Manufacturing, unemployment, and the Sputtering Recovery in North Carolina’s Metros
Throughout much of the Twentieth Century, North Carolina’s employment base rested largely on the state’s legacy manufacturing industries of textile, tobacco, and furniture. But given the vulnerability of these industries to offshoring, plant closures, and mass layoffs, did over-reliance on these industries prior to the Great Recession actually leave North Carolina’s metro areas susceptible to high unemployment after the recession?
See last week’s ProsperityWatch (here or below the fold) for a discussion of the role played by pre-recession manufacturing specialization in explaining the different experiences of the state’s metro areas during the post-recession recovery.

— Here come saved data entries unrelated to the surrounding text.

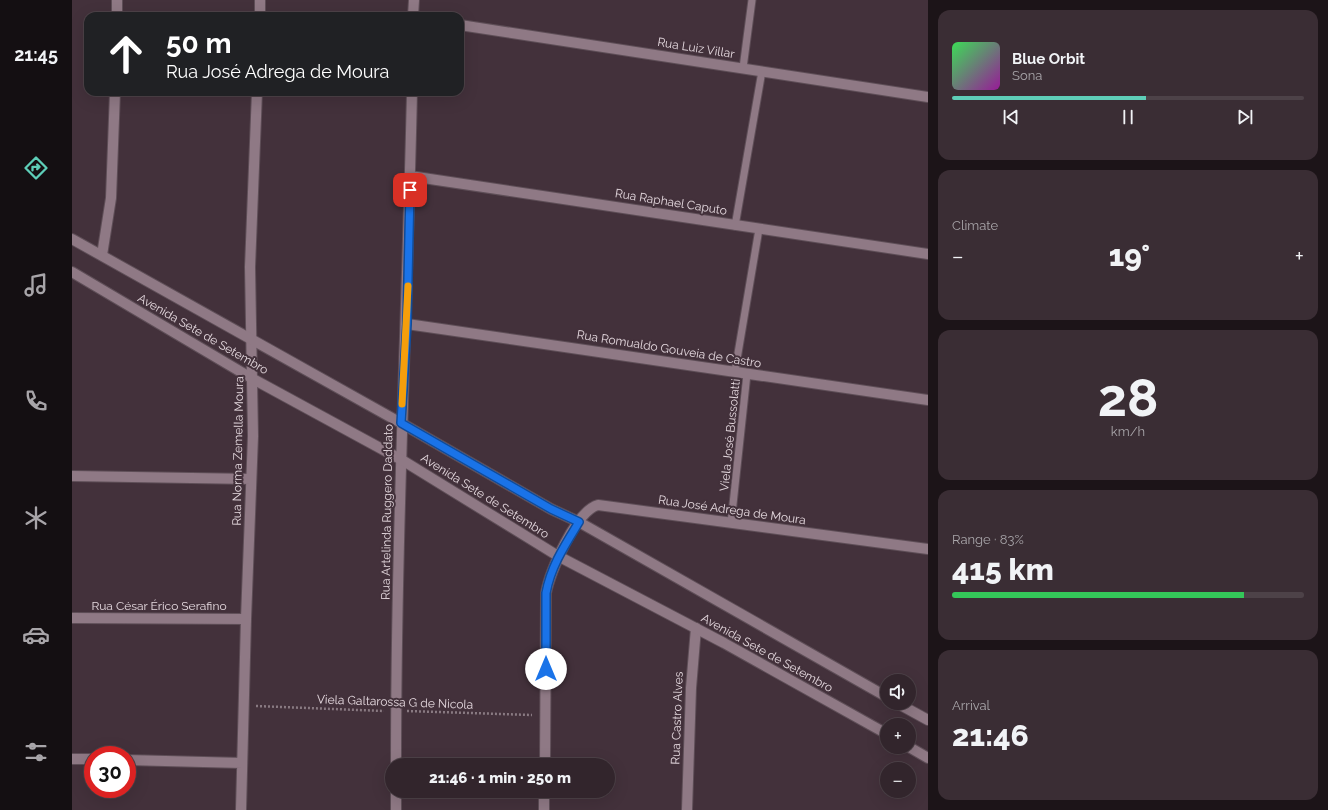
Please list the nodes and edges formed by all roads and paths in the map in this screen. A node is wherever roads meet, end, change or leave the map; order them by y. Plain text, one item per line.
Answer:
1 (117, 0) edge
2 (260, 0) edge
3 (414, 0) edge
4 (752, 0) edge
5 (117, 12) edge
6 (260, 12) edge
7 (413, 12) edge
8 (464, 26) edge
9 (743, 68) junction
10 (762, 71) junction
11 (115, 96) edge
12 (257, 96) edge
13 (412, 96) edge
14 (928, 97) edge
15 (410, 176) junction
16 (736, 226) junction
17 (758, 229) junction
18 (72, 239) edge
19 (928, 254) edge
20 (102, 255) junction
21 (72, 272) edge
22 (407, 324) junction
23 (251, 339) junction
24 (735, 371) junction
25 (747, 374) junction
26 (253, 379) junction
27 (928, 400) edge
28 (401, 423) junction
29 (402, 460) junction
30 (72, 476) edge
31 (251, 479) junction
32 (579, 522) junction
33 (732, 523) junction
34 (928, 549) edge
35 (558, 556) junction
36 (72, 618) edge
37 (246, 619) junction
38 (696, 628) junction
39 (880, 693) edge
40 (243, 705) junction
41 (910, 710) edge
42 (396, 711) junction
43 (546, 715) junction
44 (928, 720) edge
45 (880, 730) edge
46 (916, 751) edge
47 (396, 758) edge
48 (545, 758) edge
49 (928, 758) edge
50 (72, 759) edge
51 (84, 759) edge
52 (136, 760) edge
53 (242, 763) junction
54 (396, 798) edge
55 (544, 798) edge
56 (241, 810) edge
57 (396, 810) edge
58 (544, 810) edge
59 (687, 810) edge

1 - 5 street
2 - 6 street
3 - 7 street
4 - 9 lane
8 - 9 street, Rua Luiz Villar
9 - 10 street, Rua Luiz Villar
10 - 14 street, Rua Luiz Villar
10 - 16 lane
11 - 20 street
12 - 23 street, Rua Norma Zemella Moura
13 - 15 street, Rua Artelinda Ruggero Daddato
15 - 16 street, Rua Raphael Caputo
15 - 22 street, Rua Artelinda Ruggero Daddato
16 - 17 street, Rua Raphael Caputo
17 - 19 street, Rua Raphael Caputo
17 - 24 lane, Viela José Bussolatti
18 - 20 street, Avenida Sete de Setembro
20 - 23 street, Avenida Sete de Setembro
21 - 26 street, Avenida Sete de Setembro
22 - 24 street, Rua Romualdo Gouveia de Castro
22 - 28 street, Rua Artelinda Ruggero Daddato
23 - 26 street, Rua Norma Zemella Moura
23 - 28 street, Avenida Sete de Setembro
24 - 25 street, Rua Romualdo Gouveia de Castro
25 - 27 street, Rua Romualdo Gouveia de Castro
25 - 33 lane, Viela José Bussolatti
26 - 29 street, Avenida Sete de Setembro
26 - 31 street, Rua Norma Zemella Moura
28 - 29 street, Rua Artelinda Ruggero Daddato
28 - 32 street, Avenida Sete de Setembro
29 - 35 street, Avenida Sete de Setembro
29 - 42 street, Rua Artelinda Ruggero Daddato
30 - 31 street
31 - 37 street, Rua Norma Zemella Moura
32 - 33 street, Rua José Adrega de Moura
32 - 35 street, Rua José Adrega de Moura
32 - 39 street, Avenida Sete de Setembro
33 - 34 street, Rua José Adrega de Moura
35 - 38 street, Avenida Sete de Setembro
35 - 43 street, Rua José Adrega de Moura
36 - 37 street, Rua César Érico Serafino
37 - 40 street, Rua Norma Zemella Moura
38 - 45 street, Avenida Sete de Setembro
38 - 59 street, Rua Castro Alves
40 - 42 path, Viela Galtarossa G de Nicola
40 - 53 street, Rua Norma Zemella Moura
41 - 44 street
42 - 43 path, Viela Galtarossa G de Nicola
42 - 47 street, Rua Artelinda Ruggero Daddato
43 - 48 street, Rua José Adrega de Moura
46 - 49 street
50 - 51 street
52 - 53 street
53 - 56 street, Rua Norma Zemella Moura
54 - 57 street
55 - 58 street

Prosperity Watch Issue 13, Number 4—Pre-Recession Specialization in Manufacturing Jobs Leads to Higher Post-Recession Unemployment across North Carolina’s Metro Areas
Although North Carolina’s seasonally adjusted unemployment rate continued to fall last month—down from 10.2 percent in January to 9.4 percent in April—some regions of the state are experiencing recovery in the labor market more quickly than others. According to data released by the Division of Employment Security on Friday, all but one of the state’s 14 metropolitan areas (Wilmington) saw an in increase in the number of employed workers over the last year, but the overall jobless picture in these metros varies widely, from a 12.1-percent unemployment rate in the Rocky Mount Metro Area and a 10.5-percent rate in Hickory-Morganton on the high end to a 7.1 percent jobless rate in Durham-Chapel Hill and 7.4 percent in the Raleigh-Cary Metro Area on the low end. As with all regions below the state level, the unemployment rates for these metros are not statistically adjusted to reflect seasonal hiring patterns.

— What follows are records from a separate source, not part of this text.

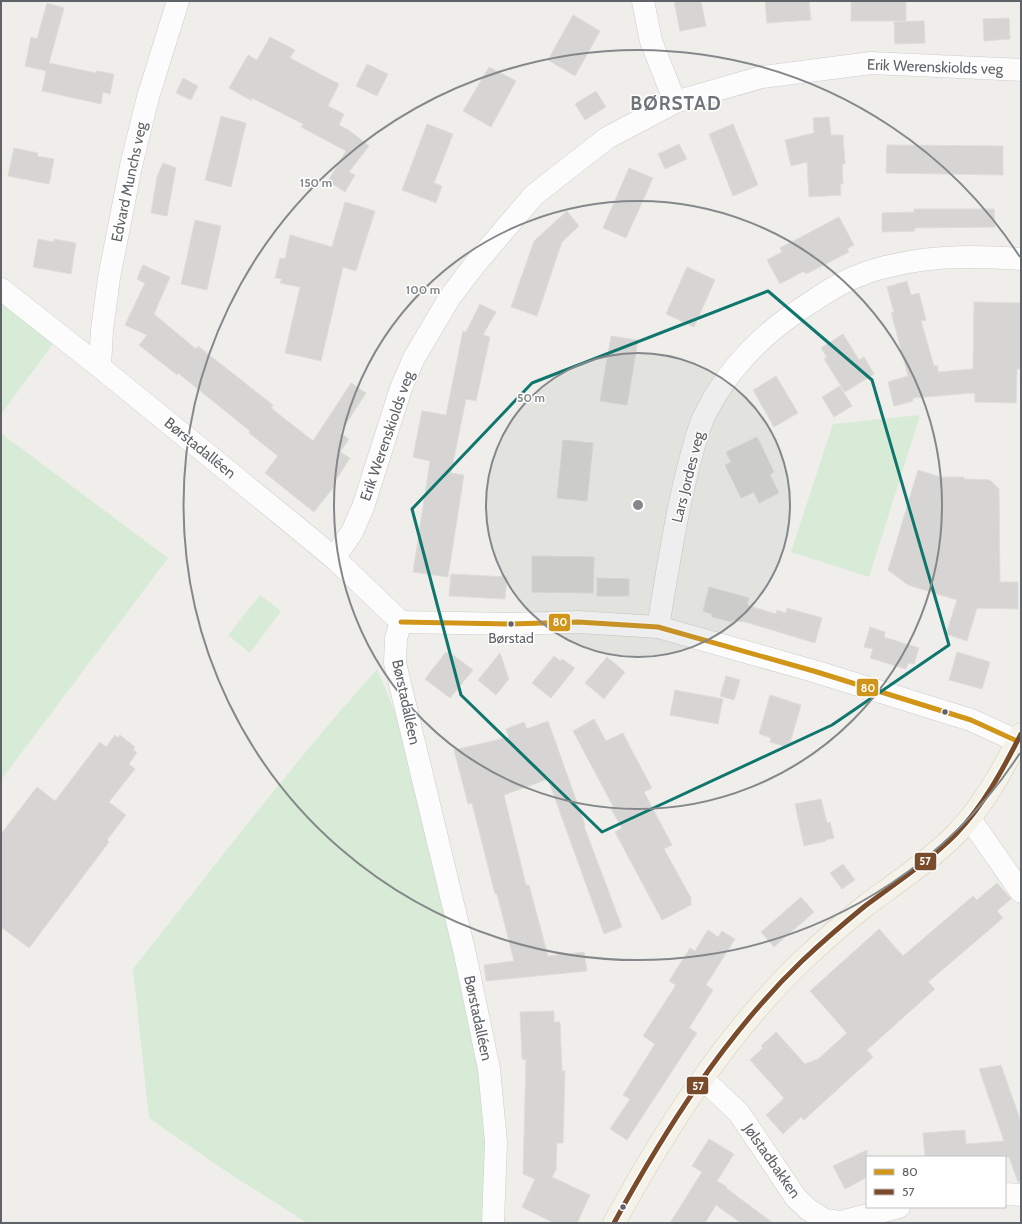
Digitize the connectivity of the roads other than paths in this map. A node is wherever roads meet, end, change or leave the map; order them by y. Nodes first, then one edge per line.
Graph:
1 (178, 1) edge
2 (643, 1) edge
3 (1021, 70) edge
4 (675, 102) junction
5 (1021, 258) edge
6 (1, 290) edge
7 (100, 367) junction
8 (334, 558) junction
9 (401, 622) junction
10 (658, 627) junction
11 (1019, 737) edge
12 (970, 819) junction
13 (1021, 892) edge
14 (703, 1079) junction
15 (1006, 1194) edge
16 (1021, 1195) edge
17 (895, 1208) edge
18 (493, 1223) edge
19 (614, 1223) edge

1 - 7 street, Edvard Munchs veg
2 - 4 street
3 - 4 street, Erik Werenskiolds veg
4 - 8 street, Erik Werenskiolds veg
5 - 10 street, Lars Jordes veg
6 - 7 street, Børstadalléen
7 - 8 street, Børstadalléen
8 - 9 street, Børstadalléen
9 - 10 street
9 - 18 street, Børstadalléen
10 - 11 street
11 - 12 main road
12 - 13 street
12 - 14 main road
14 - 17 street, Jølstadbakken
14 - 19 main road
15 - 16 street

Given the historic importance of legacy industries like textiles, tobacco, and furniture manufacturing for the state’s employment base, North Carolina’s manufacturing sector can be especially relevant for explaining the variation across metros’ labor markets. At the outset of the Great Recession, the manufacturing sector comprised 12 percent of the state’s total employment, but by this April, accounted for 37 percent of the state’s total job losses to date. Although about a third of the state’s manufacturing base existed in rural areas, these job losses also filtered down to the state’s metro areas, hitting especially hard those metros with significant specialization in manufacturing when compared to the state average. In other words, those metros with a larger percentage of their workers employed in manufacturing than were similarly employed in the state as a whole—those that were specialized in manufacturing—took a proportionately greater hit to their employment base during the recession than those metros that were less specialized in this sector.
As a result, those metro areas overly-specialized in manufacturing have had a harder time replacing the jobs lost to the recession and, thus, have higher unemployment rates. As seen in the chart below, nine metro areas were not so specialized in December of 2007, and taken together their average unemployment rate in April 2012 is 8.5 percent, well below both the 9.9 percent combined jobless rate of the four metros that were highly specialized in this sector and the overall (unadjusted) state unemployment rate of 9.1 percent. Although Raleigh-Durham is one of the most specialized metros in the state, its high-skill and high-wage manufacturing industries make it an outlier when compared to the state as a whole and the remaining specialized metro areas.
Similarly, the “specialized” metros accounted for 36 percent of the state’s manufacturing base in 2007 prior to the recession, but comprised almost 40 percent of the state’s total job losses in the sector to date. This suggests that the metros overly-specialized in the over-all manufacturing sector were also over-concentrated in the specific manufacturing industries—the legacy industries of textiles, tobacco, and furniture—that traditionally required unskilled or low-skill labor, and as a result, were most susceptible to offshoring, layoffs, and plant closures. Given that jobs in high-skill manufacturing industries typically pay commensurately higher wages than lower-skill manufacturing jobs, recent wage data from 2011 reinforces this conclusion: the average manufacturing wage of the non-specialized metro area paid $1086 per week, $70 above the state average, while manufacturing workers in specialized metros earned only $841 per week, almost $150 below the average state wage. This suggests that specialized metros were overly-concentrated in low-wage, low-skill manufacturing industries, precisely those industries most vulnerable to the ravages of the Great Recession.
Although clearly not the only factor involved, pre-recession specialization in manufacturing provides an important explanation for the variation in joblessness across the state’s metro areas.